BEGIN Entries provided
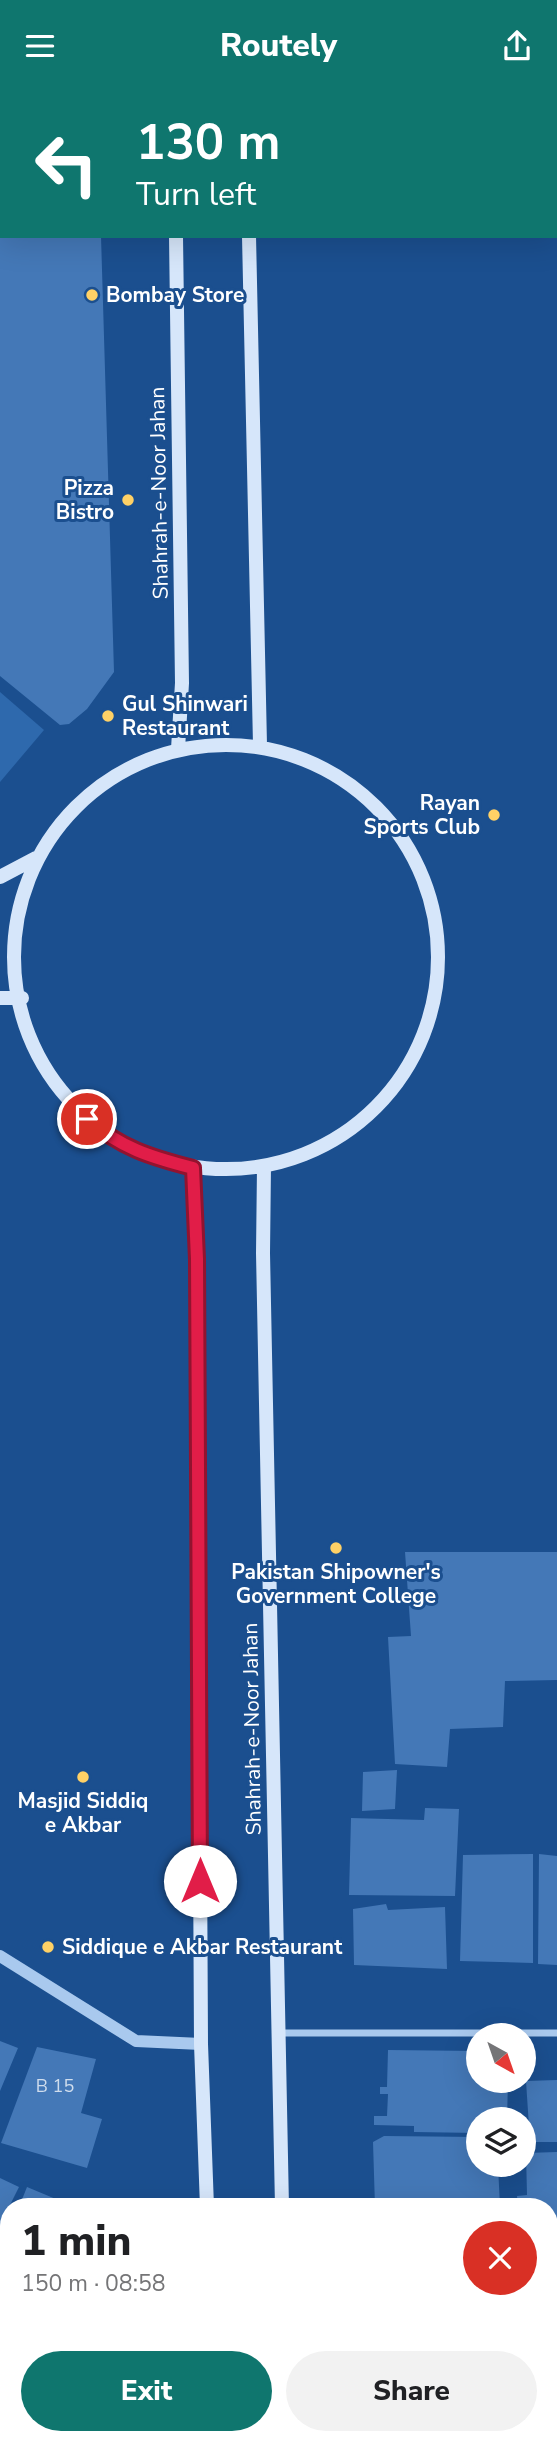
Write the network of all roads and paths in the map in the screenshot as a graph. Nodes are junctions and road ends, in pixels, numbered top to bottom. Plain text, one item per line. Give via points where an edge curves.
1 (176, 238) edge
2 (249, 238) edge
3 (260, 745) junction
4 (178, 749) junction
5 (36, 858) junction
6 (0, 877) edge
7 (0, 998) edge
8 (22, 998) junction
9 (264, 1166) junction
10 (193, 1168) junction
11 (0, 1956) edge
12 (279, 2033) junction
13 (557, 2033) edge
14 (201, 2043) junction
15 (207, 2198) edge
16 (282, 2198) edge

1 - 4 main road, Shahrah-e-Noor Jahan via 182,683
2 - 3 main road
3 - 4 main road
3 - 9 main road via 304,751 361,789 397,830 431,906 437,963 428,1019 404,1071 366,1115 319,1148
4 - 5 main road via 81,801
5 - 6 main road
5 - 8 main road via 17,911 12,967
7 - 8 main road
8 - 10 main road via 40,1065 69,1103 105,1134 147,1156
9 - 10 main road
9 - 12 main road, Shahrah-e-Noor Jahan
10 - 14 main road
11 - 14 street via 136,2041
12 - 13 street
12 - 16 main road, Shahrah-e-Noor Jahan
14 - 15 main road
END Entries provided
*What to produce*.
Pictures stay out. Write out everything else in the material exactly.

*Written answer*.
Write the network of all roads and paths in the map in the screenshot as a graph. Nodes are junctions and road ends, in pixels, numbered top to bottom. Plain text, one item per line. Give via points where an edge curves.
1 (176, 238) edge
2 (249, 238) edge
3 (260, 745) junction
4 (178, 749) junction
5 (36, 858) junction
6 (0, 877) edge
7 (0, 998) edge
8 (22, 998) junction
9 (264, 1166) junction
10 (193, 1168) junction
11 (0, 1956) edge
12 (279, 2033) junction
13 (557, 2033) edge
14 (201, 2043) junction
15 (207, 2198) edge
16 (282, 2198) edge

1 - 4 main road, Shahrah-e-Noor Jahan via 182,683
2 - 3 main road
3 - 4 main road
3 - 9 main road via 304,751 361,789 397,830 431,906 437,963 428,1019 404,1071 366,1115 319,1148
4 - 5 main road via 81,801
5 - 6 main road
5 - 8 main road via 17,911 12,967
7 - 8 main road
8 - 10 main road via 40,1065 69,1103 105,1134 147,1156
9 - 10 main road
9 - 12 main road, Shahrah-e-Noor Jahan
10 - 14 main road
11 - 14 street via 136,2041
12 - 13 street
12 - 16 main road, Shahrah-e-Noor Jahan
14 - 15 main road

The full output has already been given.